Concernant l’axe Est-Ouest, l’objet architectural est trop provoquant visuellement pour ne pas interrompre la perspective unifiée sur l’ensemble des bâtiments portuaires le long de la rive droite, réhabilitées sur de nouvelles activités ayant redonné un souffle de vie dynamique à ces lieux que l’on a connu tristes, désolés, il y a peu de décennies. En architecture, il faut de l’audace pour surprendre, mais il ne faut pas effrayer les visiteurs ou les usagers.

Le deuxième défaut de la rotonde est sa construction à une époque qui n’est plus le XIX° s. Une image, si spectaculaire et talentueuse qu’elle soit, si elle ne bouge pas, finit par lasser. Les panoramas ont été créés à une époque où débutait seulement le cinéma et où il n’y avait pas la télévision dans chaque foyer. Maintenant, quand on voit une image sur écran, on attend la suite (la foule qui bouge, les animaux marins qui nagent dans les profondeurs, le véhicule qui progresse et fait voir d’autres lieux, etc). Évidemment, mon propos ici sur l’image ne concerne pas l’art de la photographie.
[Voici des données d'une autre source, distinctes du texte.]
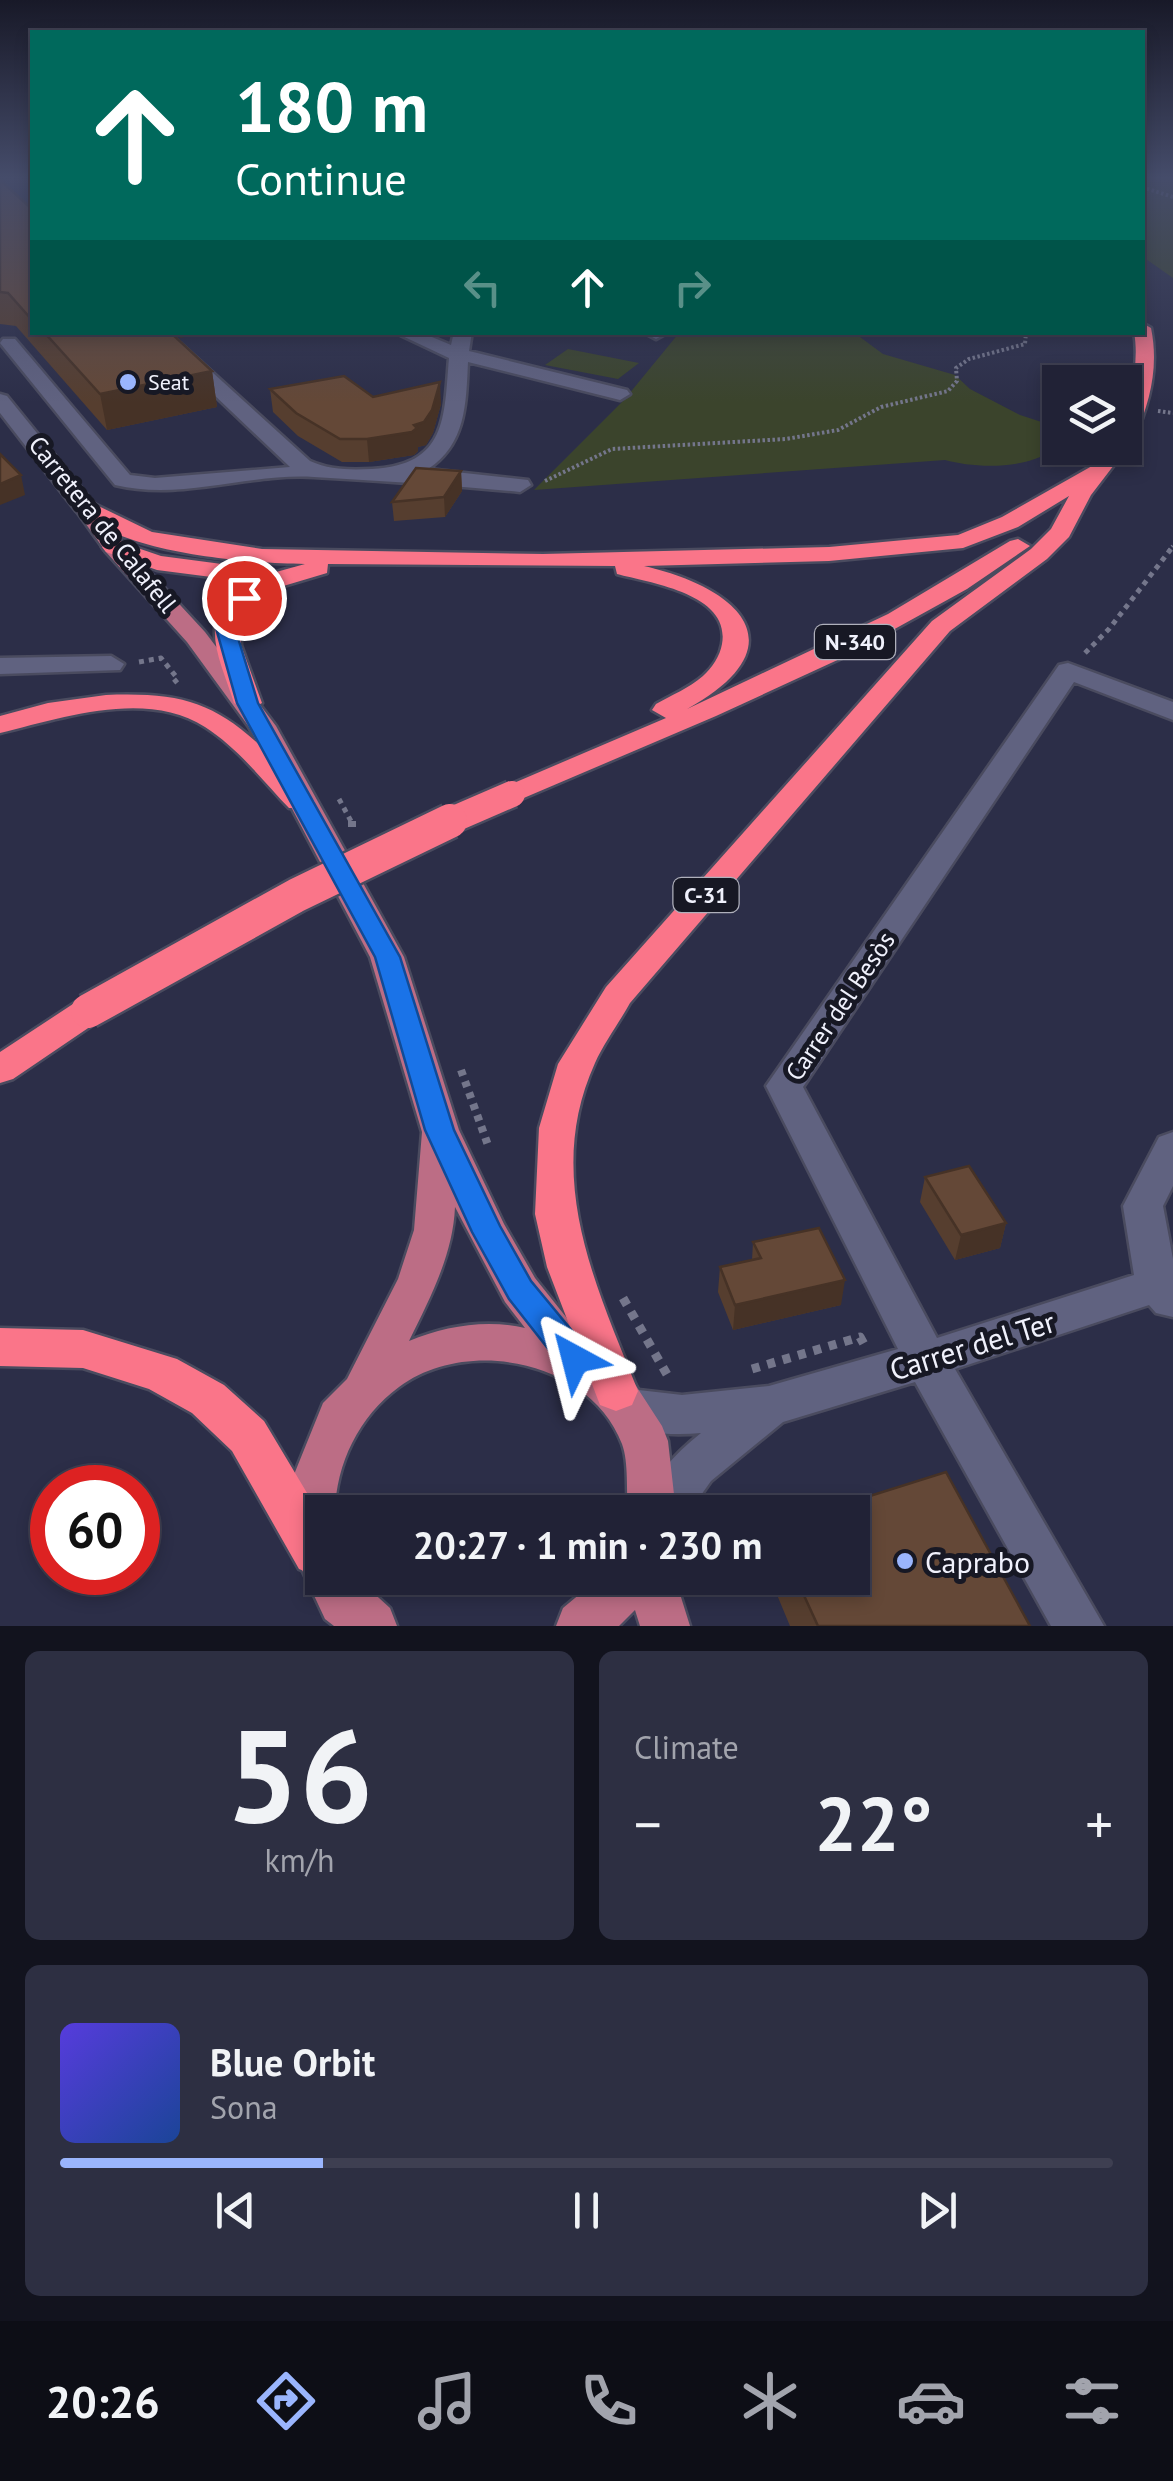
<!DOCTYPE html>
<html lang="en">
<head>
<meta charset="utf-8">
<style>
  body { margin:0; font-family:"PT Sans",sans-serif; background:#2d2f42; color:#f1f3f6; height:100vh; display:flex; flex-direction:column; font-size:38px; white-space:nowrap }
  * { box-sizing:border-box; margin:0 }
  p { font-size:32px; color:#a2a4ad }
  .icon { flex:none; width:55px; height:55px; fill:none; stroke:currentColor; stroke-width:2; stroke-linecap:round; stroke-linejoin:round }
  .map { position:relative; height:1626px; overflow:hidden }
  .sheet { display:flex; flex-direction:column; gap:25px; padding:25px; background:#12131e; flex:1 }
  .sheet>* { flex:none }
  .top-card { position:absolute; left:30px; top:30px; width:1115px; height:305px; border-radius:0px; box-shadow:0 5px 15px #0003,0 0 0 2px #3e3f51; background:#00695c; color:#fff; overflow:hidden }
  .buttons { position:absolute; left:1042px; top:365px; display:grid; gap:20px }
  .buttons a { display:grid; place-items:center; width:100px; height:100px; border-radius:0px; background:#212236; box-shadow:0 5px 15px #0003,0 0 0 2px #3e3f51; font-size:50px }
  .speed { position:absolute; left:30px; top:1465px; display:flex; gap:20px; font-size:50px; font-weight:700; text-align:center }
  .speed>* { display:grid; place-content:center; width:130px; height:130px; border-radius:50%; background:#212236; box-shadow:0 5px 15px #0003,0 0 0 2px #3e3f51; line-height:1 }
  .speed .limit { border:15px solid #d22; background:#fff; color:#111 }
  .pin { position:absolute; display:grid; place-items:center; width:85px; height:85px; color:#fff; margin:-42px; border:5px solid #fff; border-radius:50%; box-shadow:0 2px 10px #0007 }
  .me { position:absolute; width:110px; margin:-55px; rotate:322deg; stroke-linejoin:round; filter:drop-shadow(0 0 8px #0008) }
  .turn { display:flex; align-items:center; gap:35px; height:210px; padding:0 40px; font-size:45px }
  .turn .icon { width:130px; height:130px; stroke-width:2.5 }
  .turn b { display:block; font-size:70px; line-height:85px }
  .lanes { display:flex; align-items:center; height:95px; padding:0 40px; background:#0003; justify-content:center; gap:50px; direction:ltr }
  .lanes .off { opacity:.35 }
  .big { font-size:75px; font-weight:700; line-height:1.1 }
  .sheet .widget { flex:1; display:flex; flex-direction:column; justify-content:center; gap:15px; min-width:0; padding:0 35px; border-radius:15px; background:#2d2f42 }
  .sheet .dial { align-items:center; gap:0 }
  .dial b { font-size:130px; line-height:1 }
  .song { display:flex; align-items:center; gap:30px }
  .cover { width:120px; height:120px; border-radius:15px; background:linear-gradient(135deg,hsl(250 70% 55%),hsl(220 70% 35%)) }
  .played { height:10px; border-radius:5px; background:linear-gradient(90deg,#9ab5fd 25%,#3e3f51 25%) }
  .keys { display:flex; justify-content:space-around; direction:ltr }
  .heat { display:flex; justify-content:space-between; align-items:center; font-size:55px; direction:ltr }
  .sheet .tiles { flex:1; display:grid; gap:25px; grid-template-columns:1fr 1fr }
  .widget:last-child { grid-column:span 2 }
  .trip { position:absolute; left:305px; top:1495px; width:565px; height:100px; border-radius:0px; background:#212236; box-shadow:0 5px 15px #0003,0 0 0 2px #3e3f51; font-weight:700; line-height:100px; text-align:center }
  .tab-bar { display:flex; height:160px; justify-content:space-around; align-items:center; background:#0d0e16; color:#a2a4ad }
  .tab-bar .icon { width:70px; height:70px }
  .tab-bar .on { color:#9ab5fd }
  .tab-bar b { font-size:45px; color:#f1f3f6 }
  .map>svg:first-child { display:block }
  .green { fill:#3b442c }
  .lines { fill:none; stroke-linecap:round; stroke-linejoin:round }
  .street-casing { stroke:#4a4b5f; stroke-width:5 }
  .primary-casing { stroke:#4a4b5f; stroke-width:5 }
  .highway-casing { stroke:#4a4b5f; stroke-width:5 }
  .path-far3 { stroke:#74768b; stroke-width:4; stroke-dasharray:2.5 2.5; stroke-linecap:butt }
  .path-far2 { stroke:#74768b; stroke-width:5; stroke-dasharray:5 5; stroke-linecap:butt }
  .path-far1 { stroke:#74768b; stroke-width:8; stroke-dasharray:6 6; stroke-linecap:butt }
  .path { stroke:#74768b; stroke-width:9; stroke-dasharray:8 8; stroke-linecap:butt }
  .street { fill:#606280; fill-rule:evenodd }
  .primary { fill:#bc6d85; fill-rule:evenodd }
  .highway { fill:#fa7589; fill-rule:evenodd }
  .highway-bridge-far1-casing { stroke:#4a4b5f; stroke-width:31; stroke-linecap:butt }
  .highway-bridge-casing { stroke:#4a4b5f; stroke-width:39; stroke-linecap:butt }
  .highway-bridge-far1 { stroke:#fa7589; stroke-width:26 }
  .highway-bridge { stroke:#fa7589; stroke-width:34 }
  .wall { fill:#563e2f }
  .shaded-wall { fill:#463226 }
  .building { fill:#644837; stroke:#463226; stroke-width:2.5 }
  .route { fill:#1a73e8; stroke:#114b97; stroke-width:2.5 }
  .poi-dot { fill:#9ab5fd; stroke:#171824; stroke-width:4 }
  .labels { text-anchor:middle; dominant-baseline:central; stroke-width:10; stroke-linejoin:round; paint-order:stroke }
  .far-poi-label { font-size:22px; fill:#f0f1fc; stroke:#171824; text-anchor:start }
  .shield { fill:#171824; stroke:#afb0bb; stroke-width:2.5 }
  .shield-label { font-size:22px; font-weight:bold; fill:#f0f1fc }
  .street-label { font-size:25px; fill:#f0f1fc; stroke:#171824 }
  .near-street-label { font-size:30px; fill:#f0f1fc; stroke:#171824 }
  .near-poi-label { font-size:30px; fill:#f0f1fc; stroke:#171824; text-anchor:start }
</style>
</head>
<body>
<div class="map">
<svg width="1173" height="1626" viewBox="0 0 1173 1626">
  <rect width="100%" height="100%" fill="#2c2e48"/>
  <path class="green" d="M1143 176H1173V278L1143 257Z
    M679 333H886L860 337 883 354 955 375 970 389 1020 415 1060 428V444C1035 470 977 469 945 460L534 490 624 400Z
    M568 349 639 363 618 379 545 365Z"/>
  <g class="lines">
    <defs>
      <path id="street" d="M148 332H168L310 461C330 470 350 470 372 469 447 465 444 418 449 358L394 332H420L451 345 454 332H472L469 351 627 390 630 394 620 400 468 362C466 404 466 444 428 469L528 480 531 485 520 492C451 485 382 481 314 477 247 473 182 501 115 485L0 343 3 339H15L130 475 155 478 290 467Z
        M643 332H664L665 334 656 339Z
        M0 394 7 396 92 501 95 506 92 511H76L0 413Z
        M111 656 124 664 120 670 0 674V658Z
        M1068 663 1173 702V720L1074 682 803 1087 937 1338 1134 1275 1123 1206 1159 1137 1173 1132V1186L1163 1206 1173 1259V1317L1156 1313 1149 1305 955 1369 1104 1626H1051L915 1382 783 1422 711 1481 689 1512H637C651 1481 674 1454 701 1433 672 1436 641 1433 614 1423L608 1409 614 1395 630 1389 682 1395 769 1386 898 1349 766 1086 1059 665Z"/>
      <path id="primary" d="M84 499 92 501 122 542 205 632 276 726 404 957 459 1130 504 1224 535 1278 593 1351 629 1375 662 1426 668 1441 676 1512H628C626 1492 629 1463 622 1444 591 1361 468 1336 399 1387 359 1416 336 1464 335 1512H322V1578H357L390 1608 397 1626H334L325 1619 290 1544 287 1513 291 1482 323 1403 347 1379 398 1279 414 1230 422 1132 370 957 249 727 187 642 106 552 73 506ZM455 1207 505 1302 525 1328C486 1319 445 1326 409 1341 430 1298 453 1255 455 1207Z
        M599 1578H675L690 1626H640L635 1610 619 1626H556L563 1608Z"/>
      <path id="highway" d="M1142 323 1151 328C1159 367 1150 401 1135 437L1125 443C1125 406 1141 370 1134 332H1142Z
        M1125 444 1127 448 1091 495 1069 537 1047 559 950 631 630 1003C619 1023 604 1043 595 1063 543 1177 596 1286 638 1391L632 1405 616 1411 600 1405 547 1267 535 1214 539 1128 558 1064 606 987 932 621 1031 549 1051 529 1069 496 1018 527 963 548 829 561 644 566C740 588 801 646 687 709L888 614 1010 541 1018 539 1030 546 967 589 844 657 716 716 512 803 502 800 497 794 502 788 666 718 652 710 656 704C672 695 689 688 703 676 712 668 720 656 722 644 731 594 651 583 617 574L615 566 328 564 327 573 270 590 241 614V645L262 703 248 711 234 703C219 655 193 614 250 582L157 570 106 552 102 547 114 540 161 556 259 569 269 574 305 564C244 563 115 553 73 506L84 499 152 532 262 549 543 554 829 547 958 535 1002 517 1092 466 1106 448Z
        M106 695C188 692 220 704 278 763 290 775 305 787 315 802L311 808H289C263 781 238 748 205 727 146 689 62 718 0 733V716L48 703Z
        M88 999 100 1002 105 1011 100 1020 13 1079 0 1083V1052L76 1002Z
        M0 1328 83 1330 177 1359 224 1385 264 1421 322 1518V1573L316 1576 299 1569 232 1451 192 1413 149 1389 83 1368 0 1366Z"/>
    </defs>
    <use href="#street" class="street-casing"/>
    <use href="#primary" class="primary-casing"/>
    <use href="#highway" class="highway-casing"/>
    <path class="path-far3" d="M1142 187 1173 197
      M1158 411 1173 413
      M545 481 612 449 786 439 838 430 881 407 948 391 957 381 956 368 969 359 1025 344 1026 332
      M1169 551 1173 546"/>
    <path class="path-far2" d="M1085 653 1109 629 1171 549
      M139 662 161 658 178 679 172 684
      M339 799 352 823"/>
    <path class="path-far1" d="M352 821V827
      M461 1070 489 1148"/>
    <path class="path" d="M623 1298 669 1378
      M752 1369 860 1337 865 1346"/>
    <use href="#street" class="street"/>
    <use href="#primary" class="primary"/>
    <use href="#highway" class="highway"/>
    <defs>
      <path id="highway-bridge-far1" d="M445 823 512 794"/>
      <path id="highway-bridge" d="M88 1011 297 895 450 821"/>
    </defs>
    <use href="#highway-bridge-far1" class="highway-bridge-far1-casing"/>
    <use href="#highway-bridge" class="highway-bridge-casing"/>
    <use href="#highway-bridge-far1" class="highway-bridge-far1"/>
    <use href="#highway-bridge" class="highway-bridge"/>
  </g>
  <path class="wall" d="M0 180 32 209V332H170L212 371 217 407 107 430 16 326 0 324Z
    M270 389 373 397 441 404 433 433 426 445 418 447V451L414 455 369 462H342L298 436 273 412Z
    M461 471 462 491 445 517 394 521 392 502Z
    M925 1177 1006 1223 1000 1248 955 1260 920 1202Z
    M753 1242 841 1305 733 1330 718 1292 720 1267 752 1260Z
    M770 1578H852L1030 1626H790Z"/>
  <path class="shaded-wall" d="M179 332H209L180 338Z
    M212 371 217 407 107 430 100 394Z
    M440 382 441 404 433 433 426 445 418 447V451L414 455 369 462 367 439 414 425Z
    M461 471 462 491 445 517 444 497Z
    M21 475 25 495 0 505V484Z
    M1006 1223 1000 1248 955 1260 961 1235Z
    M845 1280 841 1305 733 1330 735 1305Z"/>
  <path class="building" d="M0 180 32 209V320L8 293 0 292Z
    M44 332H170L212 371 100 394Z
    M344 376 373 397 440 382 432 410 424 422 414 425 417 428 412 432 367 439H340L296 413 270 389Z
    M0 454 21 475 0 484Z
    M416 468 461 471 444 497 392 502Z
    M969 1166 1006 1223 961 1235 925 1177Z
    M819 1228 845 1280 735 1305 720 1267 761 1258 753 1242Z
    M946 1472 1030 1626H818L796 1578H852V1512H819Z"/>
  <linearGradient id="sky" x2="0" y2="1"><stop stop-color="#181928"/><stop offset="0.44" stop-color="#454c6a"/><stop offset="1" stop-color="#454c6a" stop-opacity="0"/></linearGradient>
  <rect width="1173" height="403" fill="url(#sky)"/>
  <path class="route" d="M244 592 253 598 239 612 235 628 258 703 400 957 454 1130 500 1226 531 1281 587 1349 592 1359 587 1369 575 1374 564 1369 509 1299 472 1232 425 1130 375 957 237 703 216 628 224 607Z"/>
  <g class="poi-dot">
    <circle cx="128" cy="382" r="10"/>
    <circle cx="905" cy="1561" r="10"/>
  </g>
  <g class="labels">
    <g class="far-poi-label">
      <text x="148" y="382">Seat</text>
    </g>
    <g class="shield">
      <rect x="815" y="625" width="80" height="34" rx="8"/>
      <rect x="673.5" y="878" width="65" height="34" rx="8"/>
    </g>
    <g class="shield-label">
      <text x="855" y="642">N-340</text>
      <text x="706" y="895">C-31</text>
    </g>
    <g class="street-label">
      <text transform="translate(103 524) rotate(51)">Carretera de Calafell</text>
      <text transform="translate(840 1006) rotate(-56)">Carrer del Besòs</text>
    </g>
    <g class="near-street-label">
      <text transform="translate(972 1345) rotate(-17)">Carrer del Ter</text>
    </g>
    <g class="near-poi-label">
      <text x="925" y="1561">Caprabo</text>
    </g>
  </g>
</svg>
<div class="buttons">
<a><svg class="icon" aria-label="layers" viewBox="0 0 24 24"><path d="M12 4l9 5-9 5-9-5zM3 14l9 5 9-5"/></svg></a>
</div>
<div class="speed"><div class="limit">60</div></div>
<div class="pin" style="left:244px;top:598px;background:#d93025"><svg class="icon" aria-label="arrive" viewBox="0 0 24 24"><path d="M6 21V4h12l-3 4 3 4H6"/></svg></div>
<svg class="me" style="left:575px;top:1359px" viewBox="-20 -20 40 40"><path d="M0-17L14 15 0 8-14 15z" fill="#1a73e8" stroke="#fff" stroke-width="4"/></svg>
<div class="trip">20:27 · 1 min · 230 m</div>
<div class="top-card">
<div class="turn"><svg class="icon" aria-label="ahead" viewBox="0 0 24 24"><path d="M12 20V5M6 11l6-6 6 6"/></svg><div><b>180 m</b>Continue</div></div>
<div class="lanes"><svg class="icon off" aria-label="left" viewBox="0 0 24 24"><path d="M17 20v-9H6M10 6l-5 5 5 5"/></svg><svg class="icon" aria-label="ahead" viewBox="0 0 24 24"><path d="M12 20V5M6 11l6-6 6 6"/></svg><svg class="icon off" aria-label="right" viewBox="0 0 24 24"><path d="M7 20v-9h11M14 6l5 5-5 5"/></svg></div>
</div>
</div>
<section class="sheet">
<div class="tiles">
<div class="widget dial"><b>56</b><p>km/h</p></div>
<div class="widget"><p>Climate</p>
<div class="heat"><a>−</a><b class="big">22°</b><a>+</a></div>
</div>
<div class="widget">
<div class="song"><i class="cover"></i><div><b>Blue Orbit</b><p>Sona</p></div></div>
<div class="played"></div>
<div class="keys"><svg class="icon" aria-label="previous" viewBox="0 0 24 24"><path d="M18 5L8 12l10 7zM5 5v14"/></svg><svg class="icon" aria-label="pause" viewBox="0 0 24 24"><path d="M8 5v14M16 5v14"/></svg><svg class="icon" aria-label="next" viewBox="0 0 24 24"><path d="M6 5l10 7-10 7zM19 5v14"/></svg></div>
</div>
</div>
</section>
<nav class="tab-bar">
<b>20:26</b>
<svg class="icon on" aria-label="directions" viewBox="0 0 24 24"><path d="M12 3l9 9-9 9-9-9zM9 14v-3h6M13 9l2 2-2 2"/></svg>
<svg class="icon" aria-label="music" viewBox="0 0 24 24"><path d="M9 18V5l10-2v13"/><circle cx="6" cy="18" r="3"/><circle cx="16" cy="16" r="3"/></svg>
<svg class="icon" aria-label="phone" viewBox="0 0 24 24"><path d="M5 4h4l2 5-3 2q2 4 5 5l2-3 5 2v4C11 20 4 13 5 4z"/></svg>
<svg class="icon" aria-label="climate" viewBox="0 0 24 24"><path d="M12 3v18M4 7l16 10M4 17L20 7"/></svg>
<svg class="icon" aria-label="car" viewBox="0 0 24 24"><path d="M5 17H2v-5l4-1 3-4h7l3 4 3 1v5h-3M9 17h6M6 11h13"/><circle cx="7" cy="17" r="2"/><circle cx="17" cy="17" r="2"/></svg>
<svg class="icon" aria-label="filters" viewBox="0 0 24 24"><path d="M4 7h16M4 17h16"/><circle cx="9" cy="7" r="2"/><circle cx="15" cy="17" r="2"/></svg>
</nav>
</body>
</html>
Enfin, troisième défaut, ce sont les sommes d’argent public investies à une époque où on nous dit que l’argent se fait rare pour faire fonctionner ce gros « machin ». Cela tourne presque à l’indécence. Lors de sa création en 2014, il était prévu un budget du huit millions annuels, non compensés par le nombre de visiteurs (150.000 escomptés, 120.000 environ en réalité, en prenant la moyenne sur toutes les années de fonctionnement. Selon les dernières estimations, le panorama a coûté en tout au moins seize millions d’euros aux collectivités publiques. Alors que c’est un parcours de galérien pour trouver des fonds pour restaurer en urgence notre patrimoine rouennais !. L’originalité, bienfaitrice de nouveautés, ne s’accompagne pas toujours d’une sagesse concernant la distribution des deniers publics. Voilà quelques pensées personnelles sur cette e de la rotonde Asisi. Je
précise que je ne suis pas un ennemi de l’architecture contemporaine. Elle m’emballe même souvent.
Mais quand elle n’est pas en rivalité avec le patrimoine plus classique hérité de l’intelligence, du savoir-faire et du talent de tous les architectes, maçons, sculpteurs, charpentiers, ébénistes, maîtres-verriers, peintres, fresquistes, couvreurs, etc, des siècles passés. Regretterons-nous la destruction de la rotonde panoramique de Rouen, prévue bientôt ?? L’avenir, seul, nous le dira.